What is the price predicton of TAK Stock?

Wall Street analysts forecast TAK stock price to rise over the next 12 months. According to Wall Street analysts, the average 1-year price target for TAK is18.00 USD with a low forecast of 18.00 USD and a high forecast of 18.00 USD. However, analyst price targets are subjective and often lag stock prices, so investors should focus on the objective reasons behind analyst rating changes, which better reflect the company's fundamentals.

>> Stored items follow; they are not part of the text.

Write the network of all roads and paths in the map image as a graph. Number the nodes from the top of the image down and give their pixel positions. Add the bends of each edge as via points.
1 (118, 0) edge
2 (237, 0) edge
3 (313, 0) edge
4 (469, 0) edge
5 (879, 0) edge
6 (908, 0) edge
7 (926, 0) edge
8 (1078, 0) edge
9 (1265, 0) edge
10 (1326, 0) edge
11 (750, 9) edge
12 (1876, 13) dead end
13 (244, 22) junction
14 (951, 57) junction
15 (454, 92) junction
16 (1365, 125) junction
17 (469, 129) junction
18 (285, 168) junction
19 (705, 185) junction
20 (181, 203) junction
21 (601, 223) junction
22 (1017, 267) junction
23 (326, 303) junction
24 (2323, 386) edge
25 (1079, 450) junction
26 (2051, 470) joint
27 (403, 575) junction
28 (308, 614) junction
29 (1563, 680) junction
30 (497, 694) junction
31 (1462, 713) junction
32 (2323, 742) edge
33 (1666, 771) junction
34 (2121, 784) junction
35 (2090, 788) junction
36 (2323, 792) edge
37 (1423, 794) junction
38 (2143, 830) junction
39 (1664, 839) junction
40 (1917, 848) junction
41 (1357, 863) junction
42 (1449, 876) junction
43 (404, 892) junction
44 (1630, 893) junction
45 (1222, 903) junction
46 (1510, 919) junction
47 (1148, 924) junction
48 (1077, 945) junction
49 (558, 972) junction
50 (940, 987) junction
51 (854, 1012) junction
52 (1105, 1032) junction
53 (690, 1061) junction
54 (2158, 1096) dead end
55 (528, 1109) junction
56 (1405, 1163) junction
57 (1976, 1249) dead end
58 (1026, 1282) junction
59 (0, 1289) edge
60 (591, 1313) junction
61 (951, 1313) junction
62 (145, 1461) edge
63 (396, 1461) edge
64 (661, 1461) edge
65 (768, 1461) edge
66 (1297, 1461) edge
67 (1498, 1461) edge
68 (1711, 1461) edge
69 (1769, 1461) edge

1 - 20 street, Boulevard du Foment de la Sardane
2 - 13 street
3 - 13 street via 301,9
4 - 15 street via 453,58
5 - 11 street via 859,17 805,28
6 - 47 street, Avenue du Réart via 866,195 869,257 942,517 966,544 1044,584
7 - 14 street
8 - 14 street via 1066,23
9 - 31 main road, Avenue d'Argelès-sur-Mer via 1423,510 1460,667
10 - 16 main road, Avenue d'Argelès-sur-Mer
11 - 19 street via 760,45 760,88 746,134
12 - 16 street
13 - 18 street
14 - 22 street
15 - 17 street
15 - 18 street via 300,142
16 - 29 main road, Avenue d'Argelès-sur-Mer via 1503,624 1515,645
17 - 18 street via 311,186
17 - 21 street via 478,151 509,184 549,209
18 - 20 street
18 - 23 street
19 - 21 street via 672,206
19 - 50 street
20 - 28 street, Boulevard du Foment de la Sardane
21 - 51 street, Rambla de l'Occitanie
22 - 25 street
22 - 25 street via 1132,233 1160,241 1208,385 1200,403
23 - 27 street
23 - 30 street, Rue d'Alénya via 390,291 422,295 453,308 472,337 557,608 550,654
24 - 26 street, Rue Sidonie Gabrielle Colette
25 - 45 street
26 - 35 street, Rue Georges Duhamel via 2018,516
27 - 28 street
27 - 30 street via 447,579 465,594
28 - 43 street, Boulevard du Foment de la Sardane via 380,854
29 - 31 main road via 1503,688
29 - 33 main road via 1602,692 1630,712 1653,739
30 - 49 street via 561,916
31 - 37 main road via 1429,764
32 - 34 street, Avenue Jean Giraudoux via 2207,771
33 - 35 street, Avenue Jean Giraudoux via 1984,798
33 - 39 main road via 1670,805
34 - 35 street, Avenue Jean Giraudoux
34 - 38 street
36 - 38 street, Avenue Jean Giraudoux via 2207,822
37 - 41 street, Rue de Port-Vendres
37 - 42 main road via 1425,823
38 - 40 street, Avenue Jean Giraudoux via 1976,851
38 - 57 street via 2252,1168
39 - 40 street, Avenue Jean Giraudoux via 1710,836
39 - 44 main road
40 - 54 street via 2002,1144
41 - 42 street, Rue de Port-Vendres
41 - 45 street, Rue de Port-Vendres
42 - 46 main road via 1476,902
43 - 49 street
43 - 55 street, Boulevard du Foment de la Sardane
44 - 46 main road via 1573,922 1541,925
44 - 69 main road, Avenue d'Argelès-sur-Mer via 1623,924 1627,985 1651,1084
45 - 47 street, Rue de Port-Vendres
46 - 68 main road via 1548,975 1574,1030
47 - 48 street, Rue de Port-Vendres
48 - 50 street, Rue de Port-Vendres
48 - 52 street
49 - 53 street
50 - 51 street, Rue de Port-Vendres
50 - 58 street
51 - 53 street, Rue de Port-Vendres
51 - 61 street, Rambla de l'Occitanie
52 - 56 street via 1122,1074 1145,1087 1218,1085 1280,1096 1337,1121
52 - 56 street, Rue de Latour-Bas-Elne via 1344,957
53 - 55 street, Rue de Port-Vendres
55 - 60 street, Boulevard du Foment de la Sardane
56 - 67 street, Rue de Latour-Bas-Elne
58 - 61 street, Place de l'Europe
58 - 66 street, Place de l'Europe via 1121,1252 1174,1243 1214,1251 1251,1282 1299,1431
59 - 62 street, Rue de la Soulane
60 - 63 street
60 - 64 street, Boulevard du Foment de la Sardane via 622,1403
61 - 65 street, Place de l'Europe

What is Takeda Pharmaceutical Co Ltd (TAK)'s revenue for the last quarter?

Takeda Pharmaceutical Co Ltd revenue for the last quarter amounts to 1.19T USD, increased 4.16

What is Takeda Pharmaceutical Co Ltd (TAK)'s earnings per share (EPS) for the last quarter?

Takeda Pharmaceutical Co Ltd. EPS for the last quarter amounts to 65.65 USD, increased 337.08

How many employees does Takeda Pharmaceutical Co Ltd (TAK). have?

Takeda Pharmaceutical Co Ltd (TAK) has 47455 emplpoyees as of April 01 2026.

What is Takeda Pharmaceutical Co Ltd (TAK) market cap?

Today TAK has the market capitalization of 58.51B USD.